Project Aura è il nome che Xreal ha scelto per il suo nuovo paio di occhiali smart, e a giudicare da quanto emerso durante il Google I/O della scorsa settimana, l’azienda non ha nessuna intenzione di nascondere quanto sia complicato il settore in cui opera. Chi Xu, fondatore e CEO di Xreal, nonché partner storico di Google in questo campo, lo ha detto senza mezzi termini: tutti perdono soldi. Quello che facciamo è estremamente difficile. Una dichiarazione che suona quasi liberatoria, considerando che da oltre dieci anni il mercato degli occhiali intelligenti assorbe investimenti colossali senza riuscire a produrre profitti veri. Eppure, secondo Xu, il momento della svolta sarebbe finalmente vicino. E Xreal vuole esserci, in prima fila.
Perché gli occhiali smart non hanno mai sfondato davvero
La promessa, sulla carta, è sempre stata irresistibile: un dispositivo leggero da portare sul viso capace di liberare dalla dipendenza dallo smartphone. Il problema è che per tantissimo tempo gli occhiali smart sono stati tutto tranne che pratici. Ingombranti, scomodi, socialmente imbarazzanti, con un software che non giustificava nemmeno lontanamente il fastidio di indossarli. Google Glass è diventato il simbolo perfetto di quel fallimento industriale, una specie di monumento a ciò che la tecnologia promette ma non riesce a mantenere. E anche la divisione Reality Labs di Meta, pur avendo centrato un discreto successo commerciale con i Ray-Ban Meta lanciati nel 2023, continua a registrare perdite piuttosto consistenti. Insomma, il settore è rimasto a lungo una sorta di buco nero finanziario, dove le buone idee entravano e i profitti no.

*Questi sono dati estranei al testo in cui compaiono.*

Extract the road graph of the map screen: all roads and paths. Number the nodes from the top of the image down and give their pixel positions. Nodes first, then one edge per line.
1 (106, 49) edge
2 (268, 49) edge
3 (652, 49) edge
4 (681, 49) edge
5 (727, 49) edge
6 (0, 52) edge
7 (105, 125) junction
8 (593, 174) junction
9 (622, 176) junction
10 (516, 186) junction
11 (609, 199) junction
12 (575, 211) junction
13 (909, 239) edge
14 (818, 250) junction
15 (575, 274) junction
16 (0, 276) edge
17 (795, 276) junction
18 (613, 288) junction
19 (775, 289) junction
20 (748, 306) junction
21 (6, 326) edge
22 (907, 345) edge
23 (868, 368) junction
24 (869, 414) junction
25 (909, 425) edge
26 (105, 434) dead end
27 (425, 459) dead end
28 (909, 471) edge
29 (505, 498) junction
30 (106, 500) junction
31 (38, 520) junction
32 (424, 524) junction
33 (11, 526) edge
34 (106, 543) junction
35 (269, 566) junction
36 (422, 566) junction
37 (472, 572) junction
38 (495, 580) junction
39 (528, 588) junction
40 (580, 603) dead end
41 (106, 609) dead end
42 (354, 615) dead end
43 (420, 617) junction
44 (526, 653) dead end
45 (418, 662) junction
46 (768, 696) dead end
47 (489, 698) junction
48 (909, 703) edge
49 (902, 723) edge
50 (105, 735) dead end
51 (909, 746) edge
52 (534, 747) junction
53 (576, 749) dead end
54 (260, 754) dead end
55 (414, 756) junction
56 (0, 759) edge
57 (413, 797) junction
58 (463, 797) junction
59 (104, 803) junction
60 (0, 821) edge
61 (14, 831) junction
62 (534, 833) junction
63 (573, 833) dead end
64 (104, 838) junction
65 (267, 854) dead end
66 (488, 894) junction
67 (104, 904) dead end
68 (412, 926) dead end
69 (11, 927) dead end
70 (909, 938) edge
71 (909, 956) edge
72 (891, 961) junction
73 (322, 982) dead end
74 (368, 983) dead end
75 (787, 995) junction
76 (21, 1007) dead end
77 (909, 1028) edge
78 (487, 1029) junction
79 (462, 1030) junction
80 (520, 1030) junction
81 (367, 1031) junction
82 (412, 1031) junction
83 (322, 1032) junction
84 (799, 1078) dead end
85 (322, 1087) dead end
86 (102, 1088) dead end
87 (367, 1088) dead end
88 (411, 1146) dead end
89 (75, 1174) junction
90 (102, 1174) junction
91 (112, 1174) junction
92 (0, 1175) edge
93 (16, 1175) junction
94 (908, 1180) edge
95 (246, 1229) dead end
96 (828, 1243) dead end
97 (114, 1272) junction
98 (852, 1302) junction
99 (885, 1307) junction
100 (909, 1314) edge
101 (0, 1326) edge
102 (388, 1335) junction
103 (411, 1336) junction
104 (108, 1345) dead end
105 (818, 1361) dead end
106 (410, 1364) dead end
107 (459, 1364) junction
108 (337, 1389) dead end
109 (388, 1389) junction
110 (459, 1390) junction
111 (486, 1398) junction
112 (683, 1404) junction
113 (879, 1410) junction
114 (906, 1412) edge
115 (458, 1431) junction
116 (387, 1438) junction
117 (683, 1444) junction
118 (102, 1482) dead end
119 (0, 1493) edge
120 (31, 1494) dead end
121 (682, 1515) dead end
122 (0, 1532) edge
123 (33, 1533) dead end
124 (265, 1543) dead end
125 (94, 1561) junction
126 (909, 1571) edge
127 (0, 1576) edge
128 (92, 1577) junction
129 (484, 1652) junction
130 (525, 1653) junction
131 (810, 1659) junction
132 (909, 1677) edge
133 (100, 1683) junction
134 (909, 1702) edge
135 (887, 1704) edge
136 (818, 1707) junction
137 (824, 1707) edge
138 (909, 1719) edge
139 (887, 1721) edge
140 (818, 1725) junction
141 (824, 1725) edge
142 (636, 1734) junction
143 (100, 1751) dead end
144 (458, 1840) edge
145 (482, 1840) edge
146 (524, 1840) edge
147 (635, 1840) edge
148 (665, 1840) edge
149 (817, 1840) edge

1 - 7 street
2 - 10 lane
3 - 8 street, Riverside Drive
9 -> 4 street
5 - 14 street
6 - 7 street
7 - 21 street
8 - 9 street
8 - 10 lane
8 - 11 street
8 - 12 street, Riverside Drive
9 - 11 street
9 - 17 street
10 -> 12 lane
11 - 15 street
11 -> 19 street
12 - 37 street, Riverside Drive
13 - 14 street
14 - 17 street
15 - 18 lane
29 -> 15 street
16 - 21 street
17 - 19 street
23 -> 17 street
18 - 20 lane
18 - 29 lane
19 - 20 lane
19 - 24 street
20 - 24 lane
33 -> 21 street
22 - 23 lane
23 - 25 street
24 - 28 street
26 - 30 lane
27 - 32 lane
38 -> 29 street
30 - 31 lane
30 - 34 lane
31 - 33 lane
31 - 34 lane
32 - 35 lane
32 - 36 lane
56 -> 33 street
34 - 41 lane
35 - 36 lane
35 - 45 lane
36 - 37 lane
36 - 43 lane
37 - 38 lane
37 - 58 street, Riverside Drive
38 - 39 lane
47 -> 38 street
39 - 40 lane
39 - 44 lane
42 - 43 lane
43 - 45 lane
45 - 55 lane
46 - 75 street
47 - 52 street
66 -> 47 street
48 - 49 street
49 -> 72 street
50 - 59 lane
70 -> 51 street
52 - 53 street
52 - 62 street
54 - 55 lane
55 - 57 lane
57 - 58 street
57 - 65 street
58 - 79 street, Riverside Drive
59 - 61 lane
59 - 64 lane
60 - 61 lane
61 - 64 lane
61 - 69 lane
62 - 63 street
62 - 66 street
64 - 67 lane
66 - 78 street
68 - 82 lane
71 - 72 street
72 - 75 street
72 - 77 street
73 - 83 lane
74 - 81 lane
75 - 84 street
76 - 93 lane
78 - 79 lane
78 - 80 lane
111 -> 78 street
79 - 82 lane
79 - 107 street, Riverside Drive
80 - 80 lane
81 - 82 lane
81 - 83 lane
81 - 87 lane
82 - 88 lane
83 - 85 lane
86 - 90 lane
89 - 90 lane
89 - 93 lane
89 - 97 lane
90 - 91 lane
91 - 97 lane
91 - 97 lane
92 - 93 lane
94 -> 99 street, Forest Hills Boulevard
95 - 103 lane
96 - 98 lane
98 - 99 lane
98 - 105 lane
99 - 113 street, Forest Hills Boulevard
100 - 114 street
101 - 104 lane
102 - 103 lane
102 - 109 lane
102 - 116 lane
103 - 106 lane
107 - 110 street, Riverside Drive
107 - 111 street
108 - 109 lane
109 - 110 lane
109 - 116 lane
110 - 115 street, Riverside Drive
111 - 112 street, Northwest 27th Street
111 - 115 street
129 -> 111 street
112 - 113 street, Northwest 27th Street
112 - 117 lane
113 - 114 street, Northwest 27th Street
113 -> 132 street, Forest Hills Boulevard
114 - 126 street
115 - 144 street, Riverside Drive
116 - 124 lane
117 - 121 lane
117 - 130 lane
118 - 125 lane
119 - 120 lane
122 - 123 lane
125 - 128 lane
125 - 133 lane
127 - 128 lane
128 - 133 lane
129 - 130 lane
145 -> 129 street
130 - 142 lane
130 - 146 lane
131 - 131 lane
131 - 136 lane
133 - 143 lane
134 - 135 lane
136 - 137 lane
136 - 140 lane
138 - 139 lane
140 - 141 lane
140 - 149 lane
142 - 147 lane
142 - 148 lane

Project Aura: cosa offre davvero il nuovo modello di Xreal
Project Aura rappresenta l’ultimo tentativo di Xreal di cambiare le regole del gioco. Si tratta di occhiali con schermo OLED integrato direttamente nelle lenti, progettati per permettere la visione di video ad alta risoluzione senza dover guardare uno schermo tradizionale. Il compromesso, va detto, c’è: gli occhiali non funzionano in modo autonomo. Sono collegati via cavo a un piccolo dispositivo esterno, un mini computer tascabile che l’azienda chiama “puck” e che alimenta tutta l’esperienza.
In cambio di questo accessorio aggiuntivo, Aura mette sul piatto una serie di funzionalità piuttosto interessanti: un’app immersiva di Google Maps, video VR tramite YouTube, un’app di pittura con tracciamento delle mani che genera immagini olografiche visibili solo a chi indossa gli occhiali, giochi controllabili con i gesti e navigazione web di base. L’azienda descrive scenari d’uso molto quotidiani: seguire una ricetta che fluttua davanti agli occhi mentre si cucina, allestire uno spazio di lavoro privato al bar o in aereo, oppure godersi un film su un grande schermo virtuale comodamente a casa. L’esperienza, promette Xreal, è fluida.
Un mercato che sta iniziando a muoversi
Qualcosa, effettivamente, sta cambiando. I Ray-Ban di Meta hanno dimostrato un punto fondamentale: gli occhiali smart possono vendere, a patto che assomiglino a un normalissimo paio di occhiali da sole. Le dimensioni dei componenti si stanno riducendo progressivamente, e il software, anche grazie all’intelligenza artificiale, sta diventando più utile e meno accessorio.
Xu immagina Project Aura sia come prodotto per il consumatore finale, magari per guardare una partita NBA in formato olografico, sia come strumento per il professionista che vuole lavorare ovunque senza portarsi dietro un laptop. Per il momento, però, gli occhiali sono disponibili esclusivamente per gli sviluppatori, con il lancio commerciale previsto entro la fine del 2025.